On 2024-04-18 06:01, Sebastian Arcus via mailop wrote:
In that case I think I am back to square one. If an infected device connecting to 587/465 to various servers on the internet, from our network, to try and guess passwords/break into accounts wouldn't have used the FQDN of our public IP as HELO - then that's not what is going on. The Spamhaus info mentions the HELO being our public IP FQDN.

That is indeed the sign of 'bot' traffic.. Many Marai type bots use a form of 'whatismyip' to set the EHLO in their SMTP attacks..
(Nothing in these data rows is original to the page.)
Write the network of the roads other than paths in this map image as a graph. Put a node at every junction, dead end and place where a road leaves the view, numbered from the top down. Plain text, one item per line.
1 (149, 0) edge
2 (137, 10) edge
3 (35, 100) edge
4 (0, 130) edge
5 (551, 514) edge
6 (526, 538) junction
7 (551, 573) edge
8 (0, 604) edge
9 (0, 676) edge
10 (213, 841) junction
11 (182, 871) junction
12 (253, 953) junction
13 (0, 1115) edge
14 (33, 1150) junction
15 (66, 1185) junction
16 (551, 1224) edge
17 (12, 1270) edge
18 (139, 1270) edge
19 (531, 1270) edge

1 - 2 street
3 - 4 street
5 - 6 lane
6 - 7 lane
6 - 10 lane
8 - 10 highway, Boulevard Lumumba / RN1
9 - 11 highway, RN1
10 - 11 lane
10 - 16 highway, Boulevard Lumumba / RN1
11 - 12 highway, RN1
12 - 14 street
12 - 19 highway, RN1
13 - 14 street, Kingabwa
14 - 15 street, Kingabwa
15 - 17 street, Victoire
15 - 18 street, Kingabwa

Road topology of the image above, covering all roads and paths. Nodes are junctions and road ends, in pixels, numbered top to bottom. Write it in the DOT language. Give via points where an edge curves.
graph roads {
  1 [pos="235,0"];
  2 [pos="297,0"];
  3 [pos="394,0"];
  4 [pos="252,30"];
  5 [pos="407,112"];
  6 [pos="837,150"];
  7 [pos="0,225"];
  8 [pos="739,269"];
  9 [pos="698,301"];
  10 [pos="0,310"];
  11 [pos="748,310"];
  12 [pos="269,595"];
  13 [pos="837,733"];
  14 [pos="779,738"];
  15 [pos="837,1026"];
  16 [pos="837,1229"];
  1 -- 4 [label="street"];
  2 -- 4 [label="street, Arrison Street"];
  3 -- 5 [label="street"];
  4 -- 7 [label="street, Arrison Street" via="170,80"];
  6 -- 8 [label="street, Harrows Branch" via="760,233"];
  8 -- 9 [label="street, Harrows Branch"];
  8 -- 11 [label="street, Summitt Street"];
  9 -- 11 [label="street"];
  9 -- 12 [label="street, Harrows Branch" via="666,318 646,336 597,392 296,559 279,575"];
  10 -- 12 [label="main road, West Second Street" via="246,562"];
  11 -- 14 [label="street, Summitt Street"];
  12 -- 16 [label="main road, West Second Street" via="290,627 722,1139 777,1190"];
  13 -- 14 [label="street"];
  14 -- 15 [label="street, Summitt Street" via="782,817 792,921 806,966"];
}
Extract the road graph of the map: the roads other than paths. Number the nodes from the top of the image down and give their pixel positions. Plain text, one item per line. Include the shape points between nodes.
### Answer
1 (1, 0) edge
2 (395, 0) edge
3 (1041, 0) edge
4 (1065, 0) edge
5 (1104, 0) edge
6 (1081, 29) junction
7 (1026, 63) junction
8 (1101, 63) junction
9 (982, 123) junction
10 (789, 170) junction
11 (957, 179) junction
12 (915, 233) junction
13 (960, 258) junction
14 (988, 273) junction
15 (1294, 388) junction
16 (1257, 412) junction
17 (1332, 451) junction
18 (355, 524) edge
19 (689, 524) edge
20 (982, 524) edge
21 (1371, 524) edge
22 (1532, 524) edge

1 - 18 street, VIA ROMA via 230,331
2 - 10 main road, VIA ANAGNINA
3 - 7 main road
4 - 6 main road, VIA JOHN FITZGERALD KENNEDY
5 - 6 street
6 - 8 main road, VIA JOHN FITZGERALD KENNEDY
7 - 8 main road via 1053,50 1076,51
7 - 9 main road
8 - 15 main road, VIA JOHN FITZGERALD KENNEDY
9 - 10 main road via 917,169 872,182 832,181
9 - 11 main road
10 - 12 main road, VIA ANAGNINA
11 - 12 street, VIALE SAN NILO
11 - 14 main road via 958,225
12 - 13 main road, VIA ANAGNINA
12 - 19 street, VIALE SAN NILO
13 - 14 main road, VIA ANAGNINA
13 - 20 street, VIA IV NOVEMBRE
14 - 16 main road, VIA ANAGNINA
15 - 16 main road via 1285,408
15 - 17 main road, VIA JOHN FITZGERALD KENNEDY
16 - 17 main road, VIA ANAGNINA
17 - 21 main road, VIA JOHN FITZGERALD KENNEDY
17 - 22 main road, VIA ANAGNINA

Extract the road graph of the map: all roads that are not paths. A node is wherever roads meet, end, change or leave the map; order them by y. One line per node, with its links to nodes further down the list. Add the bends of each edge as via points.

Which suggests that you might want to look at the CPE equipment for compromises.. many types of CPE equipment had open back doors..

You can't of course block port 587/465 on egress, but you CAN set alerts on your routers at egress to send an alert if too many TCP Syn attempts come from a single IP address.

Most common bots use well defined EHLO patterns for their attacks.

EHLO ADMIN
EHLO random short host
EHLO long random host
EHLO external_ip
EHLO destination email address domain
EHLO WIN- (very specific hostnames)

You can of course use various SSL signatures to compliment these checks..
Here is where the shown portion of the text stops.